A sixth proposal is Robert Proctor's appeal for ‘Abolition’ of commercial tobacco. He proposes to ban the sale and manufacture of cigarettes, and to permit the smokers to grow their own tobacco. Instead of seeking to better regulate the market, transform it or impose performance requirements on it, Proctor seeks to collapse the organised supply. ‘This is the simplest way to approach disease prevention and would obviate the need for most other solutions commonly proposed’.14

Two dimensions of difference

These six models exhibit a number of conceptual differences. Although they mostly share a core rationale (the ‘why’), the proposed legal changes (the ‘how’) differ on at least two dimensions (Figure 1).

One difference is whether those who supply tobacco should be held accountable primarily for their achievement of financial or health goals. The OFSMOKE, Sinking Lid and PBRs would all retain tobacco suppliers as they are currently configured, including their obligations to the best interests of their shareholders. The RMM would impose a health-oriented intermediary in the tobacco supply system, which would be oriented towards health goals, but much of the supply system would rely on ‘free enterprise’ and competition for financial rewards. The NPE and Abolition approaches are conceptualised on removing tobacco supply from the profit sector.

The other dimension on which these proposals differ is the regulatory approach, either in favour of input-based requirements (which codify organisational behaviour) or outcome-based requirements (which codify objectives).
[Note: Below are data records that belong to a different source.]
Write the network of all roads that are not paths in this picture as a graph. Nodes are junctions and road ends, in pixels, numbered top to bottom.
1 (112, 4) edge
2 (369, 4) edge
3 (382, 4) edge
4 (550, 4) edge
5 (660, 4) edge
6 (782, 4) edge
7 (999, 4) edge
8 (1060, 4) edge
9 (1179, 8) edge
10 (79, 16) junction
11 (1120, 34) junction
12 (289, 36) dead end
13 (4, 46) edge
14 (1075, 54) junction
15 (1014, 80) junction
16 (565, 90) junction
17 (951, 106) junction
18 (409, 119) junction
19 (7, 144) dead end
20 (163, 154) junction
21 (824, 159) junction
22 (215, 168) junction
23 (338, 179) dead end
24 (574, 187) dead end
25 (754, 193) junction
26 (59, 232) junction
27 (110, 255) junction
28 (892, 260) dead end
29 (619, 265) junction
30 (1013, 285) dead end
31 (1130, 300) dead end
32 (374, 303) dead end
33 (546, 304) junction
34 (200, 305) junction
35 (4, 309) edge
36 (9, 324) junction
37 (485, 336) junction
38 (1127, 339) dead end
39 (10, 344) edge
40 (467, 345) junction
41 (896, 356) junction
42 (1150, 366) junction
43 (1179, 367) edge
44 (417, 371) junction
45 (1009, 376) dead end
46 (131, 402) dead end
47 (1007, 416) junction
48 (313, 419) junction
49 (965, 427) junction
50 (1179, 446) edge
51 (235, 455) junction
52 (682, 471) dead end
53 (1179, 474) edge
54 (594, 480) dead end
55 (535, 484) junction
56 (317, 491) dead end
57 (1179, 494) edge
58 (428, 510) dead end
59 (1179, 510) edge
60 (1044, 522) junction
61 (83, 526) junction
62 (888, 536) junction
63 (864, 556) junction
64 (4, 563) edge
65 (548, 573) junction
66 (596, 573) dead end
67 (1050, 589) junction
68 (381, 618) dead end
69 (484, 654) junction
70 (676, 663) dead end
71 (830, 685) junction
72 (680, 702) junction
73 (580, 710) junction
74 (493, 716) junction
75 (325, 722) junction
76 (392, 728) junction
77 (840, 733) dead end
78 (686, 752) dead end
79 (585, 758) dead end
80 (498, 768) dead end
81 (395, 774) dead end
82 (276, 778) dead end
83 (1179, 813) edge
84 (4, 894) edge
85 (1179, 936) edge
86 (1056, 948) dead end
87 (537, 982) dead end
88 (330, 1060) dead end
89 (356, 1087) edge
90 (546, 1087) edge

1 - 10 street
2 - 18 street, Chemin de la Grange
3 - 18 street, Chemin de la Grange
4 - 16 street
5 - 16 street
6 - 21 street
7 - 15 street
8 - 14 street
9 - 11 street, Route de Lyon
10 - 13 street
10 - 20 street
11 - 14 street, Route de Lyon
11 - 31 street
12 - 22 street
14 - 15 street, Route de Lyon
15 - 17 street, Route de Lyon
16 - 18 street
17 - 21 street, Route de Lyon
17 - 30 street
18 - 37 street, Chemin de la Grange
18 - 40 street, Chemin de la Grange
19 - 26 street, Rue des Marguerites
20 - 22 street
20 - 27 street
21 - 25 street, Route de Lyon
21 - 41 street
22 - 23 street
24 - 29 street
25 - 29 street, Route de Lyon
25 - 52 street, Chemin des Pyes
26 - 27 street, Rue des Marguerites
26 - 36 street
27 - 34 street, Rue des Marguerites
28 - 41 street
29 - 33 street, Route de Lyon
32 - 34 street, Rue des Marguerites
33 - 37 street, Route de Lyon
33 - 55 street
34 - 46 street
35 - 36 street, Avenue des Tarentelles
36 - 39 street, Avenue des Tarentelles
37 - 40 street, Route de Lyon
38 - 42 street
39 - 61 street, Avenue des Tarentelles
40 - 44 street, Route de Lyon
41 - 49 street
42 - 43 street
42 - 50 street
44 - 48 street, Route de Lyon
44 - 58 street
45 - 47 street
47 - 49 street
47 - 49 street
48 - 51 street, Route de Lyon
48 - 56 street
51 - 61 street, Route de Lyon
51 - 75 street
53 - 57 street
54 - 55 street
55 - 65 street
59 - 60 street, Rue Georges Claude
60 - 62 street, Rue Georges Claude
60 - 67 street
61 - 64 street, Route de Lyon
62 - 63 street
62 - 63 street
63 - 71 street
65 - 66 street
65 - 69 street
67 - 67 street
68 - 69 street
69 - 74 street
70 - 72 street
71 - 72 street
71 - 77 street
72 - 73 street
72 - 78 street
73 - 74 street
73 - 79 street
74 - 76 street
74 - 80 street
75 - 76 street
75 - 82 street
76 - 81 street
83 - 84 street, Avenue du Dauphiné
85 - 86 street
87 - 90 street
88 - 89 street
Input-based strategies, ‘ordinarily assume that if enterprises make the ordered behavioural changes, then improved public health performances will follow’.13 In such regulatory systems, tobacco suppliers are responsible for adhering to the regulations, but not for the achievement of the goals of those regulations. By contrast, an outcome-based approach would put responsibility on tobacco suppliers to meet the regulatory objectives, such as a reduction in overall tobacco use. Current tobacco control strategies include both input-based regulations, such as advertising bans, and outcome-based regulations, such as ceilings on tar emissions.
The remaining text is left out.